What you should do
Exclude the pictures and repeat all of the data exactly.

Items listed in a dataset

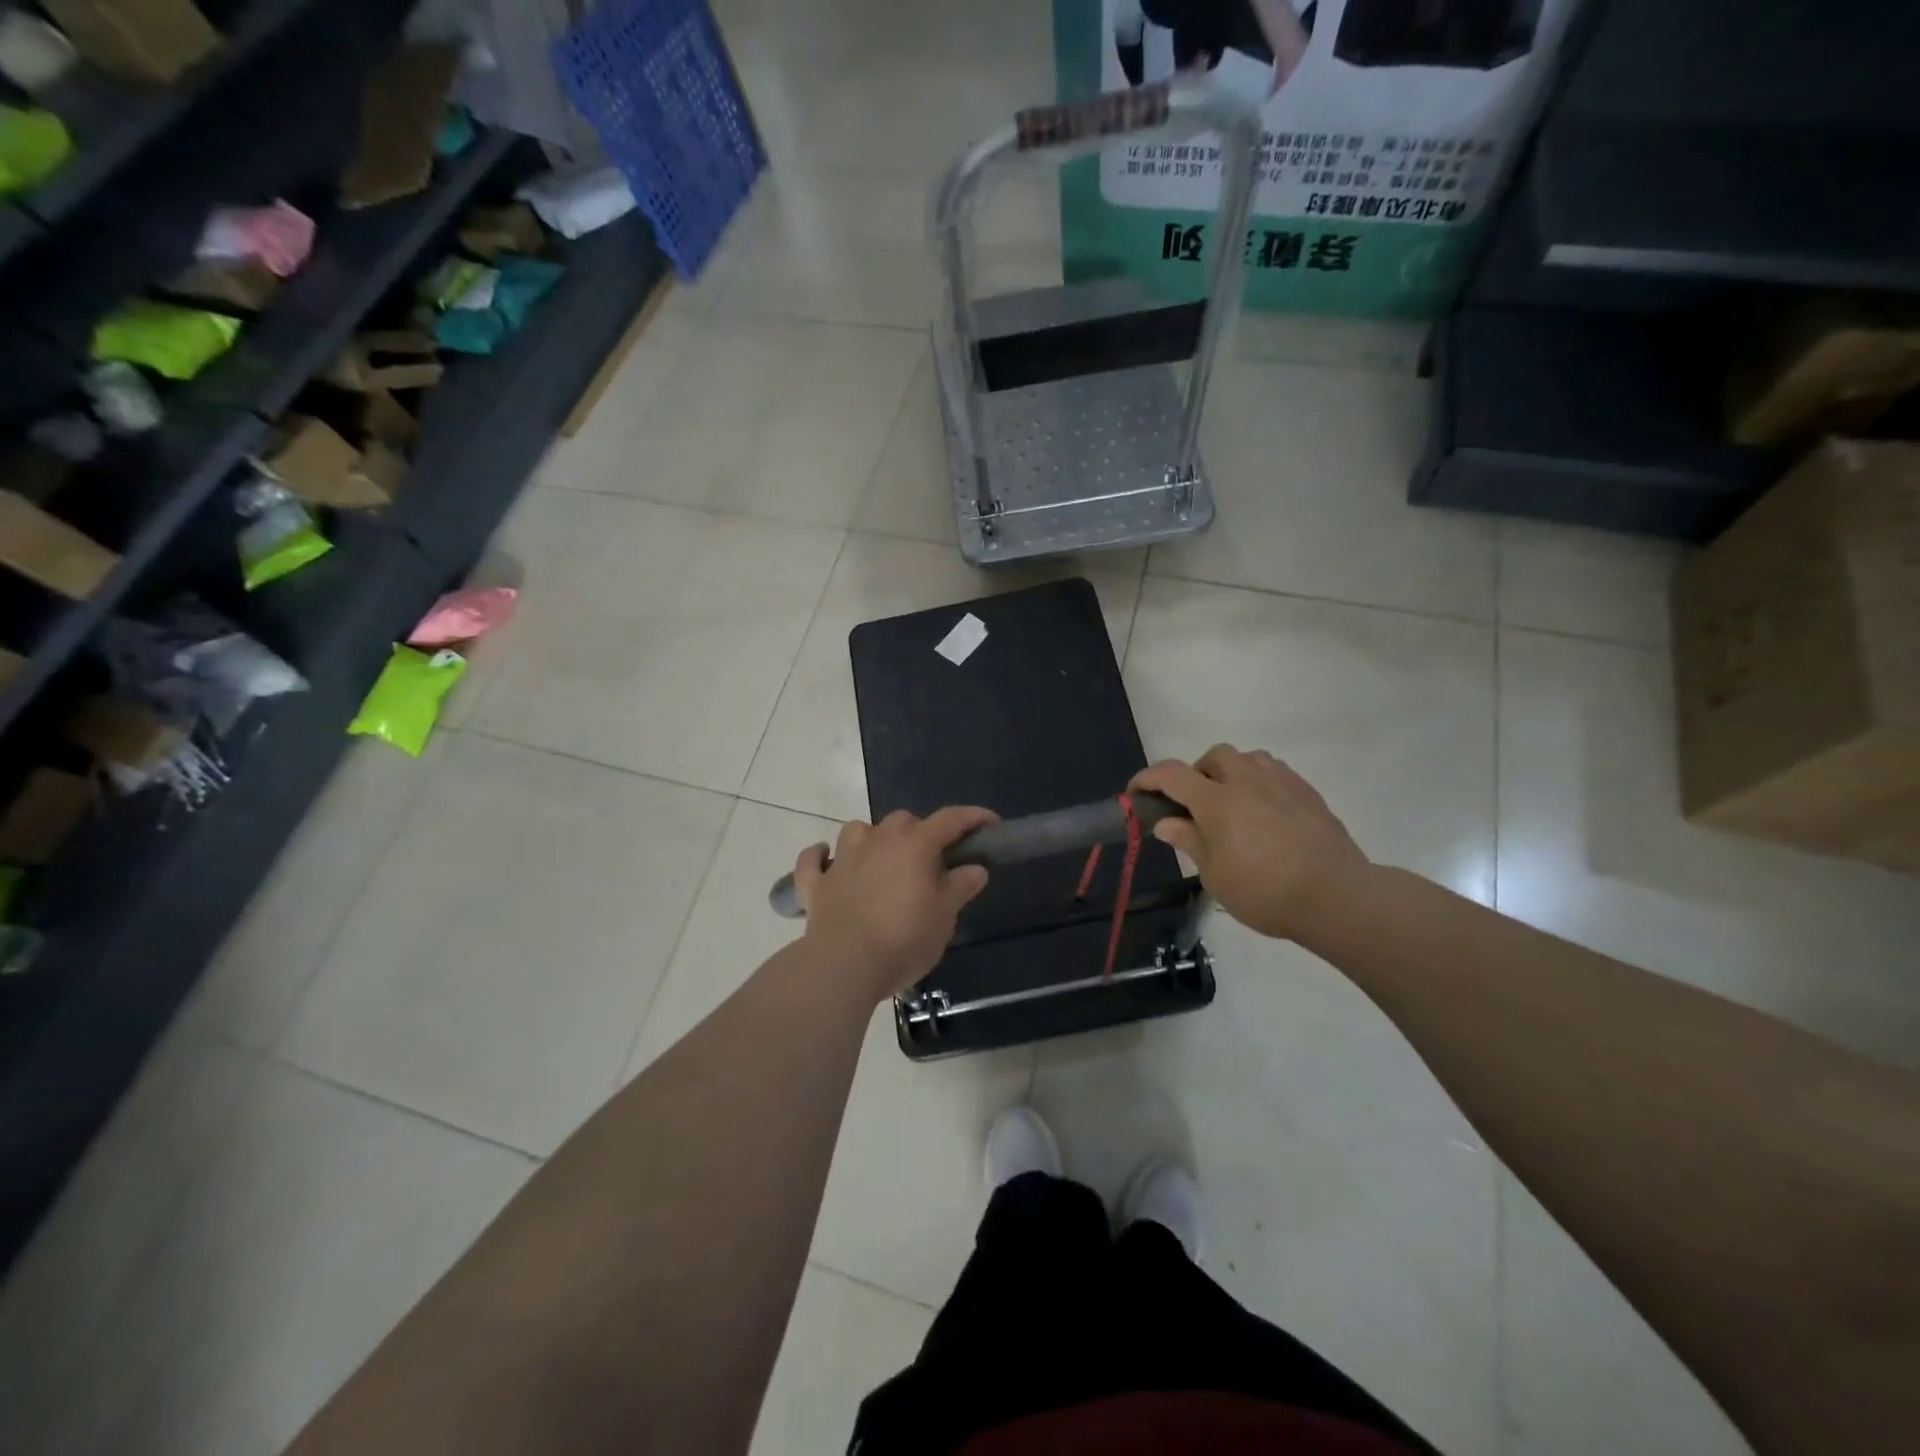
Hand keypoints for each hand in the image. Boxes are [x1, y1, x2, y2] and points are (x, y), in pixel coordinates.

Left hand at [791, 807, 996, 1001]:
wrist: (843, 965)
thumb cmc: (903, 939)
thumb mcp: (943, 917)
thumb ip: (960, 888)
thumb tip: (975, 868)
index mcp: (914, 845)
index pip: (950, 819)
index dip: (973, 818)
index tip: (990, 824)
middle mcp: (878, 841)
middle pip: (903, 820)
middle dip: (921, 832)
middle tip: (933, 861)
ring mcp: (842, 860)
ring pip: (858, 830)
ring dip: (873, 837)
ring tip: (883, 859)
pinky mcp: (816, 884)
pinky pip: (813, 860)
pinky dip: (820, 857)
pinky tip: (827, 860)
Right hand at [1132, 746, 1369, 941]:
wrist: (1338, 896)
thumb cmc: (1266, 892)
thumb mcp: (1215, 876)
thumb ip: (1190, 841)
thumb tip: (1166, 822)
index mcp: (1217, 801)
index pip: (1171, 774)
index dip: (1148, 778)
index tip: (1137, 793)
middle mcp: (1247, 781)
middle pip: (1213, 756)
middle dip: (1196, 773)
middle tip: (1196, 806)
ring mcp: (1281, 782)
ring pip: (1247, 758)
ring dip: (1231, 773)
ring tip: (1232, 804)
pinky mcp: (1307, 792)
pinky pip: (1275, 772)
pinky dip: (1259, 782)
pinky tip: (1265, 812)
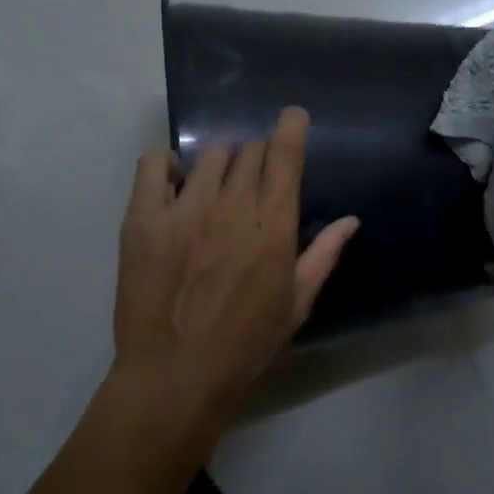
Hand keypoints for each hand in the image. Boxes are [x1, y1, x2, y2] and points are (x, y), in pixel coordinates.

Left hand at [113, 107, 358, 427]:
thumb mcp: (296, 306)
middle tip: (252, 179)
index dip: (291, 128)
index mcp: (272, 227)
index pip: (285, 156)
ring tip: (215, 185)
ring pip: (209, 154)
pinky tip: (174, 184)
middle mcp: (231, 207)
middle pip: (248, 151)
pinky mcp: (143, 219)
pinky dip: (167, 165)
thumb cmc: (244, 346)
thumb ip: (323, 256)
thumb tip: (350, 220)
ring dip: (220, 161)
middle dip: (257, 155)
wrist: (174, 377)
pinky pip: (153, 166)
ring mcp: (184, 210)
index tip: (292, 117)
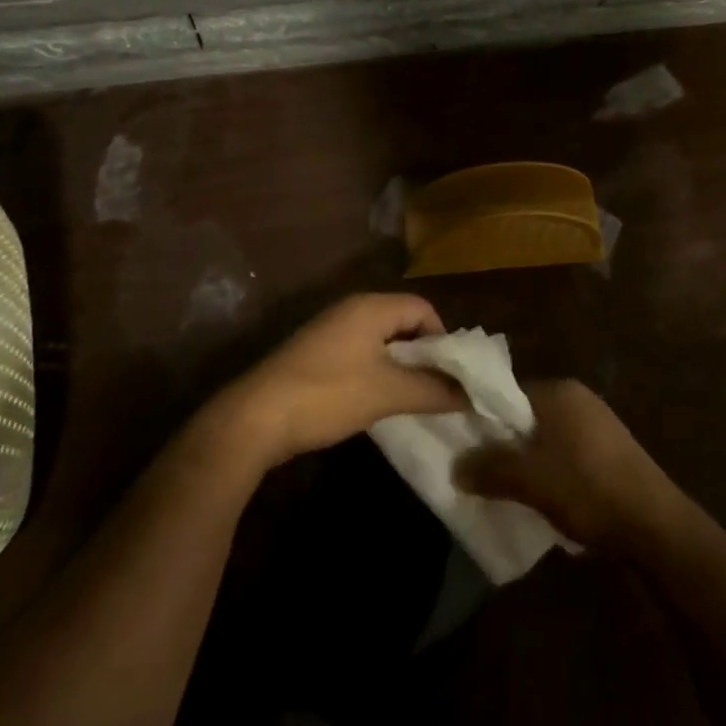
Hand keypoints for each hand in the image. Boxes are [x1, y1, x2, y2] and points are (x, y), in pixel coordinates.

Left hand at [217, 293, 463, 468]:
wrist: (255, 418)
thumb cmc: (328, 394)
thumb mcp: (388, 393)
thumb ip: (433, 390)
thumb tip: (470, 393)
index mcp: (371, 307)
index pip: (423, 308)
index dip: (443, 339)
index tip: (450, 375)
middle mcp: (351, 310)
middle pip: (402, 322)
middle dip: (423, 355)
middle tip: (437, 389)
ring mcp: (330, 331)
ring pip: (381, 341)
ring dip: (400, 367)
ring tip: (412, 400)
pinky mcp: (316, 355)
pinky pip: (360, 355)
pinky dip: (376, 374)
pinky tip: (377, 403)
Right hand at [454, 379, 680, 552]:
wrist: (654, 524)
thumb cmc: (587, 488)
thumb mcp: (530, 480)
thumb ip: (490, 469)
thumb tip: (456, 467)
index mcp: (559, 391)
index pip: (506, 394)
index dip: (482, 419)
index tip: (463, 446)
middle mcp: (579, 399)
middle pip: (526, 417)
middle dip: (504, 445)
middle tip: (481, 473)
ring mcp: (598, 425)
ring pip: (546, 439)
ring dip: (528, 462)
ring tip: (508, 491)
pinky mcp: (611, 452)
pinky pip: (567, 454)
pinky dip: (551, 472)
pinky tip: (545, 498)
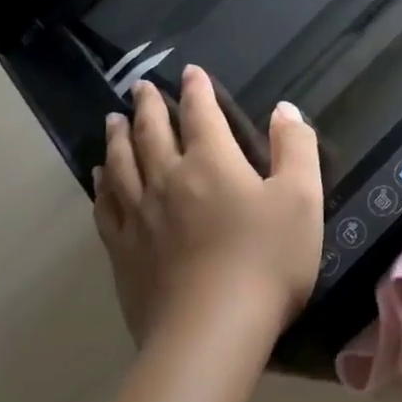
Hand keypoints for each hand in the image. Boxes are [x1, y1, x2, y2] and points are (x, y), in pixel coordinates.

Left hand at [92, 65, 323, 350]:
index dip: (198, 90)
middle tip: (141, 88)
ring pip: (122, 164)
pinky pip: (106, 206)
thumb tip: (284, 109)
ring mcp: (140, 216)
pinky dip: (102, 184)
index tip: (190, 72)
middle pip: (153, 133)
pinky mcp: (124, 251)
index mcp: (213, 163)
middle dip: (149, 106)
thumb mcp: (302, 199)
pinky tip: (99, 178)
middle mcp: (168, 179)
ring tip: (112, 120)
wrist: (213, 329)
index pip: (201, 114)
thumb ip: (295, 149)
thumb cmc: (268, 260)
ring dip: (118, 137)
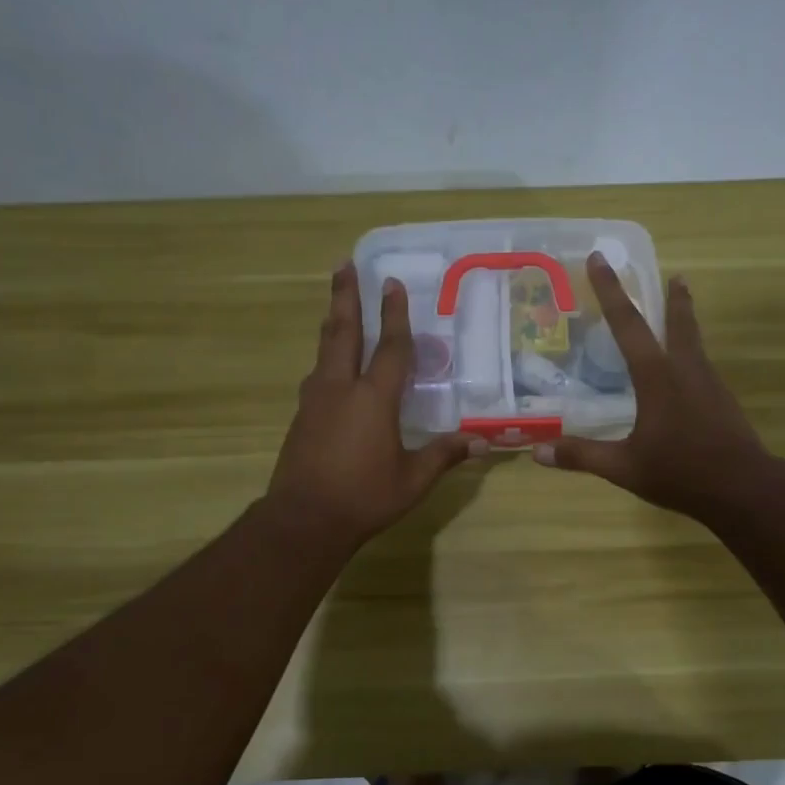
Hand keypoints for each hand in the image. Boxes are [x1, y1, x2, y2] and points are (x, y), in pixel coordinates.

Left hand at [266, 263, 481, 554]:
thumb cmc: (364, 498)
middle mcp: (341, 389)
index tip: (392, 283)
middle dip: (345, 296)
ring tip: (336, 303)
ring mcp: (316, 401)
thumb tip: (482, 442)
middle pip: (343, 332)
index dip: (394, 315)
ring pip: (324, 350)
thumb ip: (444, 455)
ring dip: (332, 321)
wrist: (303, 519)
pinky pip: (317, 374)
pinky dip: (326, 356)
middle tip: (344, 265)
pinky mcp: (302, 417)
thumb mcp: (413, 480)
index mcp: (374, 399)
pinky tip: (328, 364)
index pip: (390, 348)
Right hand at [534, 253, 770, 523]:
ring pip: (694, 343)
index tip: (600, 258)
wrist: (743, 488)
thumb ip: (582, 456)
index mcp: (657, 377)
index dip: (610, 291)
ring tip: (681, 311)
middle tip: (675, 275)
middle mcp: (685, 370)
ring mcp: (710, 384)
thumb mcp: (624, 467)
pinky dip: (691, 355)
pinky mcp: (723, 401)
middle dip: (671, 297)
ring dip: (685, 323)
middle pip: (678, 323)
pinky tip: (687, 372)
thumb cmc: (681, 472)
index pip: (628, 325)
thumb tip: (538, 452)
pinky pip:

Response to the exercise
Hand keypoints for each hand in the image. Boxes are [x1, y1, x2, y2] and points are (x, y), in pixel coordinates.

Left hand at [791, 807, 996, 1001]:
wrist: (843, 965)
thumb cmc: (903, 939)
thumb mcp: (943, 917)
thumb ip: (960, 888)
thumb tip: (975, 868)
index mcp: (914, 845)
index pip: (950, 819)
index dip: (973, 818)
index tip: (990, 824)
middle mcp: (878, 841)
middle pip: (903, 820)
middle dip: (921, 832)
middle tip: (933, 861)
ring mcp: (842, 860)
ring pip: (858, 830)
ring dip: (873, 837)
ring tip: (883, 859)
pinky mcp: (816, 884)
pinky pip: (813, 860)
pinky dip: (820, 857)
pinky tip: (827, 860)
Right hand at [1132, 746, 1369, 941]:
wrist: (1338, 896)
thumb cmc: (1266, 892)
thumb mcp: (1215, 876)
thumb ip: (1190, 841)
thumb tip: (1166, 822)
index mcp: (1217, 801)
index pip: (1171, 774)
index dip: (1148, 778)
index tip: (1137, 793)
middle mcp: (1247, 781)
middle pip: (1213, 756)
middle dip: (1196, 773)
middle tip: (1196, 806)
ring mcp: (1281, 782)
ring pip: (1247, 758)
ring dip: (1231, 773)
ring tip: (1232, 804)
pinky mcp: (1307, 792)
pinky pip: (1275, 772)
pinky dip: (1259, 782)
pinky tip: (1265, 812)
Hand keypoints for each hand in the image. Boxes are [x1, y1, x2, y2] and points are (x, y), in pixel coordinates.

Left hand at [113, 107, 358, 427]:
thumb mcp: (296, 306)
middle tip: (252, 179)
index dip: (291, 128)
index mcp: (272, 227)
index pip: (285, 156)
ring tip: (215, 185)
ring pip: (209, 154)
pinky tip: (174, 184)
middle mcp: (231, 207)
middle pip: (248, 151)
pinky mcp: (143, 219)
pinky dip: (167, 165)
thumb cmc: (244, 346)
thumb ip: (323, 256)
thumb tip: (350, 220)
ring dip: (220, 161)
middle dip: (257, 155)
wrist: (174, 377)
pinky pip: (153, 166)
ring mcp: (184, 210)
index tip: (292, 117)
Hand keypoints for each hand in the image. Boxes are [x1, y1, x2, y2] and points are (x, y), in pixel coordinates.

Left hand at [217, 293, 463, 468]:
wrist: (255, 418)
thumb cmc: (328, 394)
thumb mcp: (388, 393)
thumb ip: (433, 390)
thumb tip: (470, 393)
index mcp: (371, 307)
index pip: (423, 308)
index dip: (443, 339)
index tip: (450, 375)
middle mcp: (351, 310)
middle pip: (402, 322)
middle dip: (423, 355)
middle tip: (437, 389)
ring mcp: (330, 331)
ring pip: (381, 341)
ring dip: (400, 367)
ring tip: (412, 400)
pinky mcp: (316, 355)
pinky pip: (360, 355)
pinky dip: (376, 374)
pinky tip: (377, 403)
Right hand at [454, 379, 680, 552]:
wrist: (654, 524)
thumb cmc: (587, 488)
thumb mcp: (530, 480)
thumb ip: (490, 469)
thumb tip: (456, 467)
index mcp: (559, 391)
index pip: (506, 394)
index dip: (482, 419)
index tip: (463, 446)
middle mcp: (579, 399)
middle pip: (526, 417)
middle dip: (504, 445)
middle tip: (481, 473)
ring mcp: (598, 425)
ring pip: (546, 439)
ring dip: (528, 462)
ring tip: (508, 491)
pinky mcp: (611, 452)
pinky pip: (567, 454)
pinky dip: (551, 472)
pinky tip: (545, 498)
Hand keypoints for each hand in the image. Boxes are [x1, y1, x2, y2] and points are (x, y), in pixel coordinates.

Left hand at [92, 65, 323, 350]:
index dip: (198, 90)
middle tip: (141, 88)
ring pip: (122, 164)
pinky pip: (106, 206)
thumb tip: (284, 109)
ring mcp: (140, 216)
pinky dip: (102, 184)
index tip: (190, 72)
middle pip: (153, 133)
pinky mcp: (124, 251)
index mcp: (213, 163)
middle dip: (149, 106)
thumb mcp: (302, 199)
pinky tip: (99, 178)
middle mcp: (168, 179)
ring tip: (112, 120)
wrist: (213, 329)
index pip: (201, 114)
thumb ip: (295, 149)
thumb cmc: (268, 260)
ring dip: (118, 137)
Hand keypoints for each hand in the image. Boxes are [x1, y1, x2, y2] and points are (x, y), in pixel coordinates.

Left hand at [266, 263, 481, 554]:
thumb cmc: (364, 498)
middle mcp: (341, 389)
index tip: (392, 283)
middle dip: (345, 296)
ring tip: (336, 303)
ring mcp: (316, 401)
thumb tip: (482, 442)
middle pip: (343, 332)
index dip: (394, 315)
ring pip: (324, 350)
thumb ip: (444, 455)
ring dip: (332, 321)
wrist: (303, 519)
pinky pip: (317, 374)
pinky dip: (326, 356)
middle tip: (344, 265)
pinky mcp: (302, 417)
thumb mcp: (413, 480)
index mcp: (374, 399)
pinky tip: (328, 364)
index pip: (390, 348)
Right hand at [534, 253, 770, 523]:
ring pip: (694, 343)
index tip: (600, 258)
wrist: (743, 488)
thumb ip: (582, 456)
index mcp: (657, 377)
index dip: (610, 291)
ring tip: (681, 311)
middle tip: (675, 275)
middle mcp: (685, 370)
ring mcp: (710, 384)
thumb mcp: (624, 467)
pinky dip: (691, 355)
pinky mcp: (723, 401)
middle dip: (671, 297)
ring dip: (685, 323)
middle pip: (678, 323)
pinky tip: (687, 372)
thumb cmc: (681, 472)
index pip: (628, 325)
thumb tip: (538, 452)
pinky pip:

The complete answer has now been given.